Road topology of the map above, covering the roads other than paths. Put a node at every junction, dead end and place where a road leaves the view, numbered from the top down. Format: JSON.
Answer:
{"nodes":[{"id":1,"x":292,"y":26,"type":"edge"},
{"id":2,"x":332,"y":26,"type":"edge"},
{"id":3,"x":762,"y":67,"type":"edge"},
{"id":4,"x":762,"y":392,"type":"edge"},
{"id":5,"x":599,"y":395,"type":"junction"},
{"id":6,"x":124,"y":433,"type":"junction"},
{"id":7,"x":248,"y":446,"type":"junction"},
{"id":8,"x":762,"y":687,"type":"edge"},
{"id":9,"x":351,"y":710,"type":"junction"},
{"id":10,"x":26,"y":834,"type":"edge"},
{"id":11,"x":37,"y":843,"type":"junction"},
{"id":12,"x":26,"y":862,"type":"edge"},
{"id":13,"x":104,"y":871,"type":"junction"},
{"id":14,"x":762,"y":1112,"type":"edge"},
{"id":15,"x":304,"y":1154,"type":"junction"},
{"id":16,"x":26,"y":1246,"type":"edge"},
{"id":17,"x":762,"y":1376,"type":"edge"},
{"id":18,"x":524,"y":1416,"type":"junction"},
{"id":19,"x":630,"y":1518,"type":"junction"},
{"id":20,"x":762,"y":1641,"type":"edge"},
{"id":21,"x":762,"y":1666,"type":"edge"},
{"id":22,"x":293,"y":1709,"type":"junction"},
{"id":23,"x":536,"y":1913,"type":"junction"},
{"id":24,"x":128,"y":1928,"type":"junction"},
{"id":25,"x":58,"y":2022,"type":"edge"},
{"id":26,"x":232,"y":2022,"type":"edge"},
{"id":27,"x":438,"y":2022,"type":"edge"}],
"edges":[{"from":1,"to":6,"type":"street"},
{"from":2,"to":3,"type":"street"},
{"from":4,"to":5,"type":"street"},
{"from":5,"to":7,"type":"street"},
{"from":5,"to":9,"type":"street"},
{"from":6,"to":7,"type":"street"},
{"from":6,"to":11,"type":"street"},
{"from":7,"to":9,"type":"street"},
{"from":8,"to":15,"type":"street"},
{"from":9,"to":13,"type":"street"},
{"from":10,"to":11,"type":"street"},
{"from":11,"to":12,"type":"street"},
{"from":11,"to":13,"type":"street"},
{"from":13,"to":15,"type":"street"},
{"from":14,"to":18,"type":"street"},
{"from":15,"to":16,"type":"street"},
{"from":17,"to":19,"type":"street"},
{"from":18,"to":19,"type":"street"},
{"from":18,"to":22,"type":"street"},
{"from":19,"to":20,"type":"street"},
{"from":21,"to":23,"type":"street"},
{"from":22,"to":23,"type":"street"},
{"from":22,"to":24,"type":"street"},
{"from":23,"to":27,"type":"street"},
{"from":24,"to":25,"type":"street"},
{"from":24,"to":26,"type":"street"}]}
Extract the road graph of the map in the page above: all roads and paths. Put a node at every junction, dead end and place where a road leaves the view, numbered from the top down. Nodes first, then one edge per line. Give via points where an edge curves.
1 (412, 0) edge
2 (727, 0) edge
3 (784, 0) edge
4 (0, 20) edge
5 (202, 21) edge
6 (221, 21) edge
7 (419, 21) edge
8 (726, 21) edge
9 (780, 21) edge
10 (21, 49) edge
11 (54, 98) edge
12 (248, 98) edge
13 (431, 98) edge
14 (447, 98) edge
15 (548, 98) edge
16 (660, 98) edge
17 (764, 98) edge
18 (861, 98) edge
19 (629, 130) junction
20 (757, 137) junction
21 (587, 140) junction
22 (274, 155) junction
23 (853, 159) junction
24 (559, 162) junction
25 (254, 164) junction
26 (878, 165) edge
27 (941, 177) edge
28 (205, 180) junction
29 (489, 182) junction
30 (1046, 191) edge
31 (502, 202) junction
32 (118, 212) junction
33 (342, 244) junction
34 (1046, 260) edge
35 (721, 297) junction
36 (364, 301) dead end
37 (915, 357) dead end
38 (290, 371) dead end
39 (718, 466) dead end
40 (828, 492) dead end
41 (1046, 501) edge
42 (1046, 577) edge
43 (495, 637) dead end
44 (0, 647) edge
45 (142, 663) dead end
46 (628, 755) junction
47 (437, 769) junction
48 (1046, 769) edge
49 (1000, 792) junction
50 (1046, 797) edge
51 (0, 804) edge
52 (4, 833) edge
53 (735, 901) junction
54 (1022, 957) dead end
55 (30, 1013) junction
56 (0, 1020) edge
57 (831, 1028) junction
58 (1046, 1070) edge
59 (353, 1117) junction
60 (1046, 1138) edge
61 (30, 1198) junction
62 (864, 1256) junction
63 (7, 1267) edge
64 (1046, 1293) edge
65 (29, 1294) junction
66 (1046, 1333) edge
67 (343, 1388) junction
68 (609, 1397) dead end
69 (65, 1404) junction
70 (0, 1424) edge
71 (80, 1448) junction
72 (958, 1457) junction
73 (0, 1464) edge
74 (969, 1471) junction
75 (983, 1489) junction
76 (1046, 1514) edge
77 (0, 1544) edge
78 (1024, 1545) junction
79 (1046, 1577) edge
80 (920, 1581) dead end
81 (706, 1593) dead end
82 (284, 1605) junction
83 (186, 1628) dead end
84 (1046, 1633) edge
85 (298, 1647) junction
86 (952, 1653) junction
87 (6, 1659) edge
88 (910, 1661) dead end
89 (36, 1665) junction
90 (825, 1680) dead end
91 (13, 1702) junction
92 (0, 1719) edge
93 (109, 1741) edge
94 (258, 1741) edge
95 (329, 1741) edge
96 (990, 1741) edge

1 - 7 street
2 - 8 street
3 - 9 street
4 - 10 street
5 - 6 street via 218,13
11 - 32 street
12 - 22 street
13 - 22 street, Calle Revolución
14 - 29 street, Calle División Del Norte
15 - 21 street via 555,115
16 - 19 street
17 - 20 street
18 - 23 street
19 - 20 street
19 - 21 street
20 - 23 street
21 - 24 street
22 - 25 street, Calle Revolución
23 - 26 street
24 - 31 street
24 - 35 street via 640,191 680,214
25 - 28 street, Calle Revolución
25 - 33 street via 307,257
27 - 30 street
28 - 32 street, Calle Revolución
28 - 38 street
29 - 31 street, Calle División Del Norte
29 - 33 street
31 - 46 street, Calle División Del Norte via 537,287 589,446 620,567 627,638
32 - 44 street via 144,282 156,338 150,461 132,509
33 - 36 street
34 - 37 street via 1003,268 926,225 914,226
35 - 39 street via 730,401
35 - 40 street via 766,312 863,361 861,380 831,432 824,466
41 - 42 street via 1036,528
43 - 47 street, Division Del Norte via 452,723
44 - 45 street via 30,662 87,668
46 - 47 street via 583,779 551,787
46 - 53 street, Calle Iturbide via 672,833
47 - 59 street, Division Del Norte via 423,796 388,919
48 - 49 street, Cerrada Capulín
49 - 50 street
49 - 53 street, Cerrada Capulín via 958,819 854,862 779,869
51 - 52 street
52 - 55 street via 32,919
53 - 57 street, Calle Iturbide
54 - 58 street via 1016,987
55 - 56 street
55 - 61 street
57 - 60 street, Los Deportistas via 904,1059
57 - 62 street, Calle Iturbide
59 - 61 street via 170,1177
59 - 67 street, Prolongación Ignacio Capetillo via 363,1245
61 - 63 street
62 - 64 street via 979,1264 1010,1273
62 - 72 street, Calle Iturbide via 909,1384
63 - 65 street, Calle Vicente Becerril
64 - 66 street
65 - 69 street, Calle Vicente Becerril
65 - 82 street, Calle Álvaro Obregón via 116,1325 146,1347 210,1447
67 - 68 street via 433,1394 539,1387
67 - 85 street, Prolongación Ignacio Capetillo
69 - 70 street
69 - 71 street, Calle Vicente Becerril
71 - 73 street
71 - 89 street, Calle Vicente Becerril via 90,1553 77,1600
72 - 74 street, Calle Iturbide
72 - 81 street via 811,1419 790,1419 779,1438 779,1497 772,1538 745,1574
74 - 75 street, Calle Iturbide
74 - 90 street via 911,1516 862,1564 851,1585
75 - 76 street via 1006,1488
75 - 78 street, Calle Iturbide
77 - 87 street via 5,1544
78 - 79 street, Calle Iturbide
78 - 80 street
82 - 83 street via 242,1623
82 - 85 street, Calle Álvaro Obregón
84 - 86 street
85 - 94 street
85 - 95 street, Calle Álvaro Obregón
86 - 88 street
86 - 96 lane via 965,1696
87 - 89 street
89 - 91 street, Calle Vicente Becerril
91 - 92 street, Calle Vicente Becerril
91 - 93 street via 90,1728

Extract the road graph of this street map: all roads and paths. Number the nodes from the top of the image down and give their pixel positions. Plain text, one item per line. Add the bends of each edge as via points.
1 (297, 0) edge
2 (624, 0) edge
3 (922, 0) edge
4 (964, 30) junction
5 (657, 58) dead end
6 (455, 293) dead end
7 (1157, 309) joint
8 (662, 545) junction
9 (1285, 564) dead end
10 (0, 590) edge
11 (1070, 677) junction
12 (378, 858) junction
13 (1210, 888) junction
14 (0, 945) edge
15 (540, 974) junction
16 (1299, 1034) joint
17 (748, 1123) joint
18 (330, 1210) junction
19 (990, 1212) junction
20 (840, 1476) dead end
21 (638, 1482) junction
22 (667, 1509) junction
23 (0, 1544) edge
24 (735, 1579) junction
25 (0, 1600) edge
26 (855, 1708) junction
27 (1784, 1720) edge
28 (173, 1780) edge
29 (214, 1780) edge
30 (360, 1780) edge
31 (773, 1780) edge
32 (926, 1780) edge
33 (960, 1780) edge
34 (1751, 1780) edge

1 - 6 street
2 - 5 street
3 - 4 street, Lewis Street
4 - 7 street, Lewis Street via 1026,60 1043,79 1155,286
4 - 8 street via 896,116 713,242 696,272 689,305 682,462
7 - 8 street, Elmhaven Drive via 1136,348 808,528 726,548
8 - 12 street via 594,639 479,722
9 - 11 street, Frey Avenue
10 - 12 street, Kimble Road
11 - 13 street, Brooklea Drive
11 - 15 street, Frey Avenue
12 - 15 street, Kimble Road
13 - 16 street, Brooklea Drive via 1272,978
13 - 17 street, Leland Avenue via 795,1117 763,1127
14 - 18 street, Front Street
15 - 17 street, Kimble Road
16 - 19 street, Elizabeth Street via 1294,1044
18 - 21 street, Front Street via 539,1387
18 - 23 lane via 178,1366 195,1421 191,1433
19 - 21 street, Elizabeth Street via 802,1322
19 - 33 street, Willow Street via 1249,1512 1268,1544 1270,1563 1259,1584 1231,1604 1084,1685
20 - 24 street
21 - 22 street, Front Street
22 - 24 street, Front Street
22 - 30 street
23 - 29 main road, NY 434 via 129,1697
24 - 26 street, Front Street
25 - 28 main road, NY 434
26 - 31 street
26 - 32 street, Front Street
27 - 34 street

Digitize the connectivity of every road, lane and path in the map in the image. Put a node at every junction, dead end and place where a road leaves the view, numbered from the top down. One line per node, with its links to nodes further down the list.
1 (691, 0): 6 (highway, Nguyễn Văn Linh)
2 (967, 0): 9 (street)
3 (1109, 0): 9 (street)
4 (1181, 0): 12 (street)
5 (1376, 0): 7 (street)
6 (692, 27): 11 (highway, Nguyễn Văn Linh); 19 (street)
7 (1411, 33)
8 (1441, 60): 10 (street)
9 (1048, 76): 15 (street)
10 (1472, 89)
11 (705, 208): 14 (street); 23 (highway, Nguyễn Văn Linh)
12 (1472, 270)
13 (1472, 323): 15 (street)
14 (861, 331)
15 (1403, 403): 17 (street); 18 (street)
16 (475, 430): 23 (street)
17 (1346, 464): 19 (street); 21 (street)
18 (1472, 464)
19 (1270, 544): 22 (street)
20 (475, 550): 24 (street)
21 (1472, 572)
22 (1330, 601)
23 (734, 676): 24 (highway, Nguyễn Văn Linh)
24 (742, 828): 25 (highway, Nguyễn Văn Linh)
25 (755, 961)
════
DESCRIPTION OF THE TASK:
Show each line in the data where the string "Drive" appears.

RESPONSE TO THE TASK:
7 - 8 street, Elmhaven Drive via 1136,348 808,528 726,548
11 - 13 street, Brooklea Drive
13 - 16 street, Brooklea Drive via 1272,978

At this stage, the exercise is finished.